If you're really curious about modelling skill edge in tournaments, Mathematics of Poker did a nice treatment of it in the chapter "The Theory of Doubling Up".

https://forumserver.twoplustwo.com/15/po...

Cheers, haven't read that so will get that and check it out.

"If skilled players are incentivized to trade immediate cEV for lower variance, then does that mean unskilled players should pass up cEV in exchange for higher variance"

Yes I would agree with this as a general statement. (assuming you mean unskilled = take higher risk). This can also come into play in your own setups as relative to certain factors you might be 'the unskilled player' (not because you are worse, but the table setup - like a good regular having stack size or position on you), so 'higher variance' might be worth it in certain close spots (an oversimplification).

That's a really interesting question and I think would make for an interesting discussion on the theory forum.

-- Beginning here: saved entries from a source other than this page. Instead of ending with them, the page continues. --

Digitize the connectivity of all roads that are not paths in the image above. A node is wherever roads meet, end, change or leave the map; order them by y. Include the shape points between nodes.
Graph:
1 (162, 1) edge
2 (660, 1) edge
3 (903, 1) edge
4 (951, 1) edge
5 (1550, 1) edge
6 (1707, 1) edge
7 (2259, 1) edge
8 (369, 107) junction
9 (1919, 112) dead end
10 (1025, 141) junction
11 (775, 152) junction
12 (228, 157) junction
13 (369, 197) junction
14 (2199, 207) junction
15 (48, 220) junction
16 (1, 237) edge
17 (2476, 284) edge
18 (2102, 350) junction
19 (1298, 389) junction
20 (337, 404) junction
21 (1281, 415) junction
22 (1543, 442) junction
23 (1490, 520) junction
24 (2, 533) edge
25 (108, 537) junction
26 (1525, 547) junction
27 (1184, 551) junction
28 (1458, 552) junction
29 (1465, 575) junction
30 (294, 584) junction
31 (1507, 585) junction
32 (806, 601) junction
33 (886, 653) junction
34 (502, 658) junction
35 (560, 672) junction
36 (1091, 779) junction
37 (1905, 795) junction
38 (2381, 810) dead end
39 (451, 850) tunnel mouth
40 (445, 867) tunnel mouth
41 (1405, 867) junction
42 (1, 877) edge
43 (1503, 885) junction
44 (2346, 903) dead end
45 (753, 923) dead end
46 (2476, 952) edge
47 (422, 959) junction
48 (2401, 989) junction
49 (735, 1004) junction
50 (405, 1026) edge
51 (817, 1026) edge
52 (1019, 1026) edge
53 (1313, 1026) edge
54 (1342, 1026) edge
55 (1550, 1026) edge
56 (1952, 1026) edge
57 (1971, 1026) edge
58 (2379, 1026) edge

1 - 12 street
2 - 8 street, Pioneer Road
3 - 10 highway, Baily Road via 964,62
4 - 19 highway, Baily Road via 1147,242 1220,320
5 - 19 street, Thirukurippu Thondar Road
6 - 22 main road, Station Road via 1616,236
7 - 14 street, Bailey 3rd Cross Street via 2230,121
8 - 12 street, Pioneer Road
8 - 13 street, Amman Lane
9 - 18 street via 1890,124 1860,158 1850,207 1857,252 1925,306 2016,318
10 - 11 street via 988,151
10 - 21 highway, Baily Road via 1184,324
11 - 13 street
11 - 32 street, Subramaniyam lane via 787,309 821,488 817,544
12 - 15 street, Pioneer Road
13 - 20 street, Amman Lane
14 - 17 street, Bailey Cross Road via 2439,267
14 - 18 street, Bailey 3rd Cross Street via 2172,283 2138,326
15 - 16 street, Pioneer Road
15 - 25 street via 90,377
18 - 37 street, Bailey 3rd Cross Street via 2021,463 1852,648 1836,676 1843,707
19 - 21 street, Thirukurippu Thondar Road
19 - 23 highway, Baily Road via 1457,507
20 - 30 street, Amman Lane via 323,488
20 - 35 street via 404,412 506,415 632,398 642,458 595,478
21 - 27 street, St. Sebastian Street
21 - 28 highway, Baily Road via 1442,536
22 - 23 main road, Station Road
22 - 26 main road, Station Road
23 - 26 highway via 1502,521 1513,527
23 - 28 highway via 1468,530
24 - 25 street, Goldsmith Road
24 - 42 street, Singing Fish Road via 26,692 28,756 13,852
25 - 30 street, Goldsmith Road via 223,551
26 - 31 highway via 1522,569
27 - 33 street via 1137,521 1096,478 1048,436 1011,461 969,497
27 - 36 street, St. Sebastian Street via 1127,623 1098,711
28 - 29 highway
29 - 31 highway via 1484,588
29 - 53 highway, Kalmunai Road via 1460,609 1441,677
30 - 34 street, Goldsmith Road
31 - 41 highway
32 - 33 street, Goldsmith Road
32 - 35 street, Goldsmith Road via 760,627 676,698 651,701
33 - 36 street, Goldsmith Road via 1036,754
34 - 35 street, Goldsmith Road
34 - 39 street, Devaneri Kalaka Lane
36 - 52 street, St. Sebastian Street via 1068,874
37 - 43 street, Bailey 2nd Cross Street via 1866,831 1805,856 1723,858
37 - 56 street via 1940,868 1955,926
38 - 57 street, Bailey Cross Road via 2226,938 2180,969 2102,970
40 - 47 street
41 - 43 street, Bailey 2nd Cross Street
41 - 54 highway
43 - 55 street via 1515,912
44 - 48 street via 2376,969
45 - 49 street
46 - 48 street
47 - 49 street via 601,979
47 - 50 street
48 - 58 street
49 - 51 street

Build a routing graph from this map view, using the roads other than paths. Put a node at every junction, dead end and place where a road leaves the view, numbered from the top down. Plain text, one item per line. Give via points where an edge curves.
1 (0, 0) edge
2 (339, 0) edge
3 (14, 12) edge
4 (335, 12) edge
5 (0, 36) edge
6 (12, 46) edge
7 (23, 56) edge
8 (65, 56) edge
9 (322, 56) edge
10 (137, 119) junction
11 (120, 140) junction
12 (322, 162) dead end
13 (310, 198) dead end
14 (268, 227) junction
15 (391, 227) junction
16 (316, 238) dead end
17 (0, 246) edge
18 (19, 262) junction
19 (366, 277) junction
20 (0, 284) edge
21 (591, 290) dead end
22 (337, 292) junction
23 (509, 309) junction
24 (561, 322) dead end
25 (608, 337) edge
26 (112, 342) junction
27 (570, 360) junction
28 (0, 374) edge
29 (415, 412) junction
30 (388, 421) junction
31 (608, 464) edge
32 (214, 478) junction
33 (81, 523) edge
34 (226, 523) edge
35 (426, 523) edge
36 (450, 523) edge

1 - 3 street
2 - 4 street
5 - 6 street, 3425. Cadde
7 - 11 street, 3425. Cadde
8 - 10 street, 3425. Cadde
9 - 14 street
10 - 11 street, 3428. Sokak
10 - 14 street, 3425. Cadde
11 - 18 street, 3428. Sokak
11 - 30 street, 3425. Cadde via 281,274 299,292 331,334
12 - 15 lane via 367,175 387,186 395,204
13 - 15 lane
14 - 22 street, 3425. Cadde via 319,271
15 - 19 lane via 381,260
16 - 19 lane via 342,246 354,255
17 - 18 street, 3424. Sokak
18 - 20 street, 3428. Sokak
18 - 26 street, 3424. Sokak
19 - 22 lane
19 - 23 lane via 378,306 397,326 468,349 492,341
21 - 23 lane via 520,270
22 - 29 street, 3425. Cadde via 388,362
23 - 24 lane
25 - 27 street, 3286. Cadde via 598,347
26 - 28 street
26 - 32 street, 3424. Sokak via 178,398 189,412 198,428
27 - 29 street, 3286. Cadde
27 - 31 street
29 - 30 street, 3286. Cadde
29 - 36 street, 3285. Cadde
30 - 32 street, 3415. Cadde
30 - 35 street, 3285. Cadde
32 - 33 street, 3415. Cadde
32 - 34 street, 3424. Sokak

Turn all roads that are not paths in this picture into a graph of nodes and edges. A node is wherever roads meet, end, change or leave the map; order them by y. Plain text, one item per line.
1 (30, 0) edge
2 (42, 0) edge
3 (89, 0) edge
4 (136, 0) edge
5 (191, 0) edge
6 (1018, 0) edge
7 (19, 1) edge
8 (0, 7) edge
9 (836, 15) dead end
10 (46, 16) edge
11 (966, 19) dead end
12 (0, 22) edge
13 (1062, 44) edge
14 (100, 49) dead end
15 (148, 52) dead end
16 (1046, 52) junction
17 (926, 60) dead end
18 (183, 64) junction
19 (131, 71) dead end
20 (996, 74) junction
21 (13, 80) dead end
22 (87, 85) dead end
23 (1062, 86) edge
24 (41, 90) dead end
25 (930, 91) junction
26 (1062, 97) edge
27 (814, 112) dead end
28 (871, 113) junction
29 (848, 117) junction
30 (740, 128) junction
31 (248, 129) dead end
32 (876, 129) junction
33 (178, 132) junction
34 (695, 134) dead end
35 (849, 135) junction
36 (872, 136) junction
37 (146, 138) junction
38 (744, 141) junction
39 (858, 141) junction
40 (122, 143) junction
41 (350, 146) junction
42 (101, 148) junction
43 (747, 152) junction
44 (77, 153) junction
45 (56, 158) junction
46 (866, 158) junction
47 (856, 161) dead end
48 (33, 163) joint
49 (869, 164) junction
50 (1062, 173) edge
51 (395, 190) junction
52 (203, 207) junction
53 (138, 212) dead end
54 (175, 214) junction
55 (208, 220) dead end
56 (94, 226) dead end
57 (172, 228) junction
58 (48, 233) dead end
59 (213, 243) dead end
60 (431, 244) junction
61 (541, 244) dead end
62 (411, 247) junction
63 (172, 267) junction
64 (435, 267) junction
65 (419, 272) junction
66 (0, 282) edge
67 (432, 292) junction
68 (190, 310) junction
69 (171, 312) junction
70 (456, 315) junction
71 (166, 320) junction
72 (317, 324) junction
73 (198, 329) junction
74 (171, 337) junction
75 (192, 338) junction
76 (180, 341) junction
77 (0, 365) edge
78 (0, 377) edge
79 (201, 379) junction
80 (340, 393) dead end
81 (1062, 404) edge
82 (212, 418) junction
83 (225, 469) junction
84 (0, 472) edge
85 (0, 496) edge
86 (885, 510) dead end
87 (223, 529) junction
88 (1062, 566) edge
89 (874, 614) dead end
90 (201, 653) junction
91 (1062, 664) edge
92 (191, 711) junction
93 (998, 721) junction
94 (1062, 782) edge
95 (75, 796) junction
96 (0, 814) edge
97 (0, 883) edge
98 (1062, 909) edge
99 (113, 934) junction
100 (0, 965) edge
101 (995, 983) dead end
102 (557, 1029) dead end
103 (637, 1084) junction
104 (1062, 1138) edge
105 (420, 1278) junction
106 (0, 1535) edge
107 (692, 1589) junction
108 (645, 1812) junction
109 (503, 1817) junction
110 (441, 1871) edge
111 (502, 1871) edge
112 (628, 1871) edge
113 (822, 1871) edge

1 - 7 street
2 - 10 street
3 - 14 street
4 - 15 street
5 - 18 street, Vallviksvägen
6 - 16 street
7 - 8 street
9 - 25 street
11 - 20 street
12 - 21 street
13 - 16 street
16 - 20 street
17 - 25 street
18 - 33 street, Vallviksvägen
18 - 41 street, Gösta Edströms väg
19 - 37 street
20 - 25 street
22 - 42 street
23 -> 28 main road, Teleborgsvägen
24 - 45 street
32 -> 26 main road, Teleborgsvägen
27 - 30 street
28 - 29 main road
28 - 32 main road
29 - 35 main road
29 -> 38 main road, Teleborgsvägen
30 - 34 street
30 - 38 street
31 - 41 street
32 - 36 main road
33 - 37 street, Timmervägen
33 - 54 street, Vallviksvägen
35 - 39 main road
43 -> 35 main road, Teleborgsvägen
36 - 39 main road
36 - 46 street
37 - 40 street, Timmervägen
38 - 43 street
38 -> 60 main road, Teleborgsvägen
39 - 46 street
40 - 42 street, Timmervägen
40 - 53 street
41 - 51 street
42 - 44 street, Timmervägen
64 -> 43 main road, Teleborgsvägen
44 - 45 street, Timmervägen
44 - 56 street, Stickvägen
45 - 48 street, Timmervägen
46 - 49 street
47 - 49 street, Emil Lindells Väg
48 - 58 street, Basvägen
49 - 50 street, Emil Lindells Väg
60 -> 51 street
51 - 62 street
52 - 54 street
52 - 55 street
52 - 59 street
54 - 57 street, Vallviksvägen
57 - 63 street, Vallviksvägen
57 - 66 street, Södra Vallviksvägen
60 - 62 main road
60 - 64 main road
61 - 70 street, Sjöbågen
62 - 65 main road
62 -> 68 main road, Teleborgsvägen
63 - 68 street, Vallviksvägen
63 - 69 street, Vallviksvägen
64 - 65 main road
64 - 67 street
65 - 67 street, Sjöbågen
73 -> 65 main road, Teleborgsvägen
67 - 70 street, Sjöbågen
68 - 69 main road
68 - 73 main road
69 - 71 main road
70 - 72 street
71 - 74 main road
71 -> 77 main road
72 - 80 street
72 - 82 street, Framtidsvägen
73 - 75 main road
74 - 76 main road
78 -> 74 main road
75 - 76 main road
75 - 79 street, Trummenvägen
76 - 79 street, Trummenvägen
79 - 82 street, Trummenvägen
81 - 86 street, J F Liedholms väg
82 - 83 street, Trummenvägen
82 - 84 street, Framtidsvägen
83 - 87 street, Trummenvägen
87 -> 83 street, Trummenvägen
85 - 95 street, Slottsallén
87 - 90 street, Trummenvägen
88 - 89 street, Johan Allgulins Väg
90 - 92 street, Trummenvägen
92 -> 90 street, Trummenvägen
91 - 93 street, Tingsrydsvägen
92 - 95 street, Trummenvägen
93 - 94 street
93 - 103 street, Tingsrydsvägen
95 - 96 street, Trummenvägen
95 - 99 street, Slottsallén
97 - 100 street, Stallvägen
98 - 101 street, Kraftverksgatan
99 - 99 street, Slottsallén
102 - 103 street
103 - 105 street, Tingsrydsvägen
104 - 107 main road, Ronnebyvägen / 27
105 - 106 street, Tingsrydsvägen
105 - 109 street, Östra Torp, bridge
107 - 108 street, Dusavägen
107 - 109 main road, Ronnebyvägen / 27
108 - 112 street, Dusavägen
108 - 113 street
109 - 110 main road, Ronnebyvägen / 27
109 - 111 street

Off the top of my head, empirical tournament equity models based on training AI on real MTT data is likely the next step.

Interesting, I might try and open a few theory posts on here around this in the near future.
Mostly around ICM (would like to go into weaknesses) - and future things which might be able to account for these.
Future chip utility mostly for 'late game' (This also applies to exploitative snowballing where if you get 1-2 spots through it opens up more based on weak table setups for example) or the utility in the things below (likely slight adjustments, take slightly more risk now for future):
-Risking to take chip lead vs not (if spot is close) - (This isn't just stacking off)
-Or spots where there is a certain hand which is going to snowball for that player who takes it by getting chip lead (and you are 2nd in chips with the ability to say 3bet and stop this snowball by taking the CL)
-Or knocking out good players in bad setups for you if there is a chance (Good reg has position on you, and you are just below your clashing range with him in a spot)- allowing for you to now have an easier table + chip advantage in all future spots).
Other modeling (also things like chip flow).
Future ways to explore theory in the game.
Things around solvers / study (treating the game as 'spot by spot' vs overall tournament (linked spots)
Nodelocking/equity realisation.
GTO / exploitative approaches.

Be interested in your takes.

ps: That thread link relating to the book chapter is missing the end of it, so won't open. (Also if you have any links to articles on anything relevant (or papers) would love to have a read. Cheers.


This is a good discussion and I want to remind myself to revisit it when I have more time.